**Problem details**
Copying task for the records below: reproduce each one exactly and drop the pictures.

* * * * *

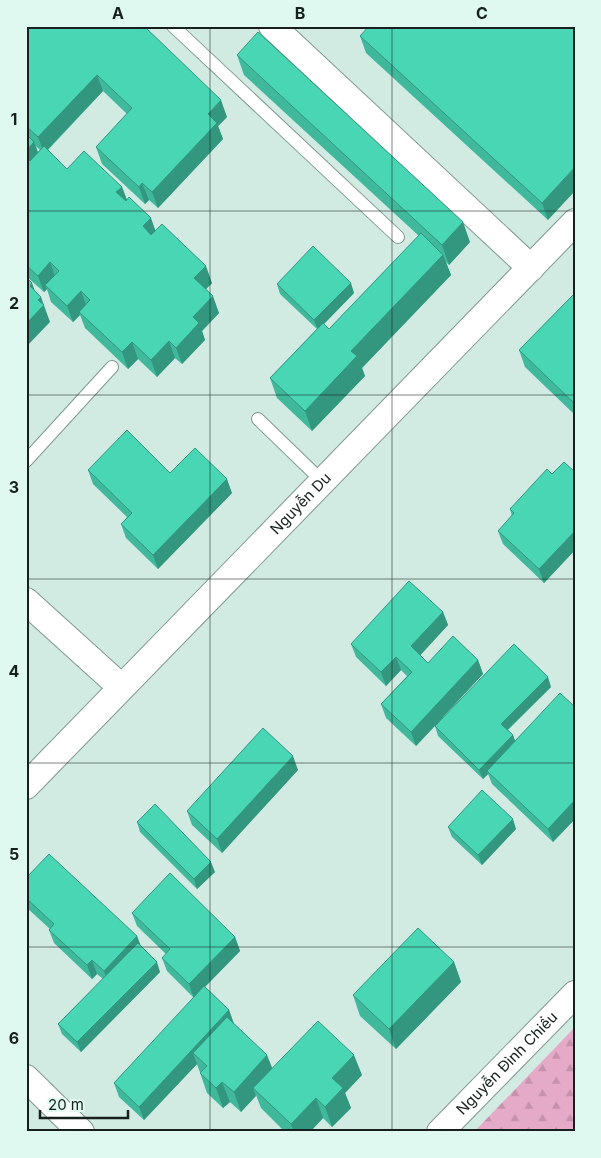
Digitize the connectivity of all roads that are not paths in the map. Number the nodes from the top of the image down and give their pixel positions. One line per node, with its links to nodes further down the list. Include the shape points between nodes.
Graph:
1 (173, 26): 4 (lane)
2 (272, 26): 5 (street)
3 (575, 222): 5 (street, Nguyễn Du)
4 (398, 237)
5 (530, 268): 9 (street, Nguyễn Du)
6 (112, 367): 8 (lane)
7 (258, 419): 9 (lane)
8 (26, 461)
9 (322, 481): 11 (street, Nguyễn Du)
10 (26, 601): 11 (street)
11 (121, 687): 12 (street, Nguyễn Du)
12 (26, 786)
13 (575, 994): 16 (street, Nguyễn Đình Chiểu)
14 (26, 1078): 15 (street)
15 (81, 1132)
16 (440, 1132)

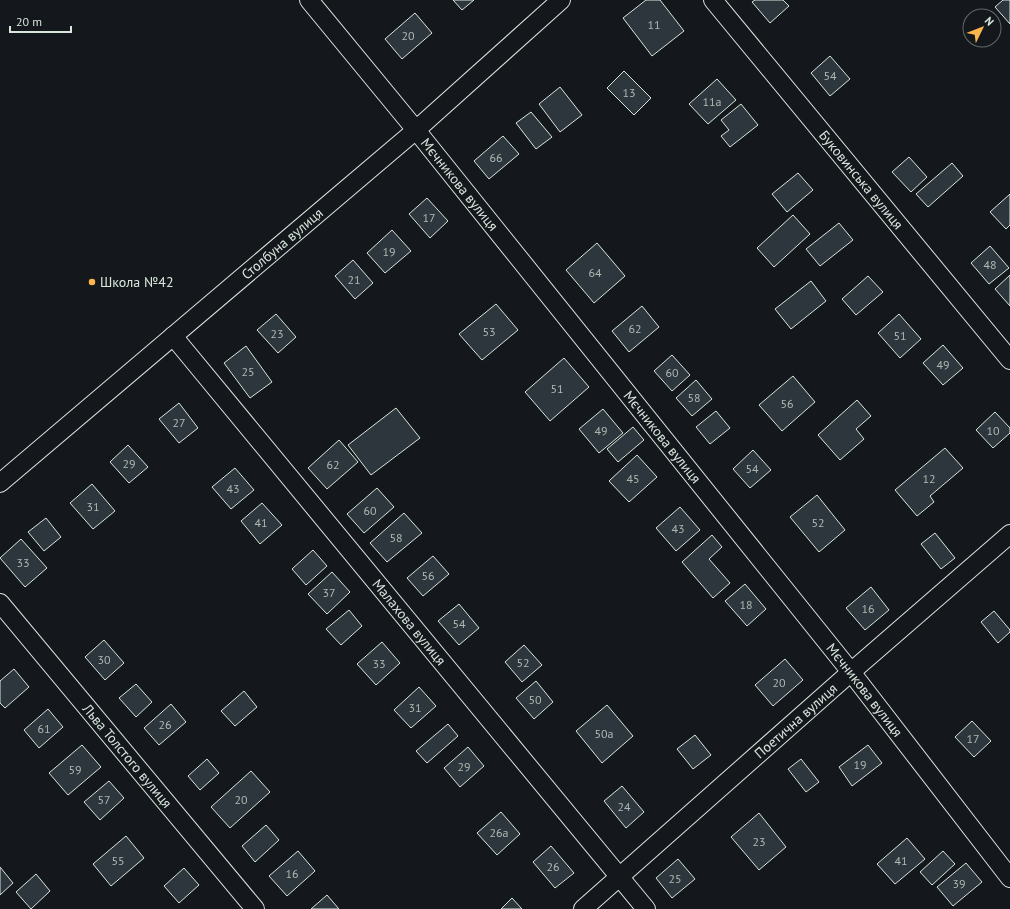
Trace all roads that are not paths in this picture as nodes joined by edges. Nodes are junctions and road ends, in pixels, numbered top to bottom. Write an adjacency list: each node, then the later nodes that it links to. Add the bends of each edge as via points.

* * * * *

**Exercise output**
Digitize the connectivity of all roads that are not paths in the map. Number the nodes from the top of the image down and give their pixel positions. One line per node, with its links to nodes further down the list. Include the shape points between nodes.
Graph:
1 (173, 26): 4 (lane)
2 (272, 26): 5 (street)
3 (575, 222): 5 (street, Nguyễn Du)
4 (398, 237)
5 (530, 268): 9 (street, Nguyễn Du)
6 (112, 367): 8 (lane)
7 (258, 419): 9 (lane)
8 (26, 461)
9 (322, 481): 11 (street, Nguyễn Du)
10 (26, 601): 11 (street)
11 (121, 687): 12 (street, Nguyễn Du)
12 (26, 786)
13 (575, 994): 16 (street, Nguyễn Đình Chiểu)
14 (26, 1078): 15 (street)
15 (81, 1132)
16 (440, 1132)

Trace all roads that are not paths in this picture as nodes joined by edges. Nodes are junctions and road ends, in pixels, numbered top to bottom. Write an adjacency list: each node, then the later nodes that it links to. Add the bends of each edge as via points.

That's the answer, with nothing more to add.